From this vantage point we see that conservatives are not opposed to reason but they are skeptical of humanity’s capacity for employing reason sufficiently or intentionally in certain situations or fields. Reason might be an appropriately sufficient tool in the field of philosophy or science, but can the same be said of the field of politics?

“Many of the greatest challenges a statesman must confront arise from the less rational elements of the human character,” writes author and political analyst Yuval Levin, “Governing is, of course, a rational activity, and political thought must certainly be guided by some general principles, but it’s a mistake to assume that effective principles can be drawn from abstract premises rather than actual experience. The general must be derived from the particular, not the other way around.” Reason is an excellent tool for deriving general principles; but it isn’t well suited for studying the nuances of highly specific situations.

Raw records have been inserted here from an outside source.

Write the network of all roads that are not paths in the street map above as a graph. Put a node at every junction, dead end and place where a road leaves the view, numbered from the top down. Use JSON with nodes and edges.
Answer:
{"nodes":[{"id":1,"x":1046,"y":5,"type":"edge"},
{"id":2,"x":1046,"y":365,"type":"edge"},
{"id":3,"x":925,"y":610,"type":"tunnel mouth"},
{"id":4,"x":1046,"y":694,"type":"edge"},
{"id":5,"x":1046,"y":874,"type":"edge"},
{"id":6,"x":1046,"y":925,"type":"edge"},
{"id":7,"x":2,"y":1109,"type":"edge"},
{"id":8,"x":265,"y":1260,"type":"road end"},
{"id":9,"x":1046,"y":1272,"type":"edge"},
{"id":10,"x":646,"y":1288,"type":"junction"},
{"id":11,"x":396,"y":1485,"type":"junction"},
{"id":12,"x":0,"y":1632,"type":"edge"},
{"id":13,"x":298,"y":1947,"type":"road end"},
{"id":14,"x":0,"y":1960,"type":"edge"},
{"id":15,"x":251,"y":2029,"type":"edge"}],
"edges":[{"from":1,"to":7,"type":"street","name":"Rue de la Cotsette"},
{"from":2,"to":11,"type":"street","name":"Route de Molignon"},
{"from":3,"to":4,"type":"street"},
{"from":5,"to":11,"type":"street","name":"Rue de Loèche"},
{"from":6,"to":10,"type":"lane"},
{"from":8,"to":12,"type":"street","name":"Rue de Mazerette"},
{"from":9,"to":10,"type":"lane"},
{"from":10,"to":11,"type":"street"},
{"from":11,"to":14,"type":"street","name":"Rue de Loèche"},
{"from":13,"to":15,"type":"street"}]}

The conservative does not believe we can govern well using reason alone because politics is more than applying general principles derived from reasoning. Throughout his book, The Great Debate, Yuval Levin uses British statesman Edmund Burke to illustrate this point: “Burke believes that the attempt to apply what he calls metaphysical methods in politics confuses politicians and citizens about the purpose of politics—leading them to think that governing is about proving a point rather than advancing the interests and happiness of a nation.”

What then does the conservative believe is required beyond reason to govern well? Again, Levin turns to Burke: “If the premises of Enlightenment liberalism are inadequate, and if the resulting faith in modern reason is unjustified, what is the alternative organizing principle of, and the appropriate means for thinking about, political change? Burke’s answer…is prescription—Burke’s great anti-innovationist innovation.”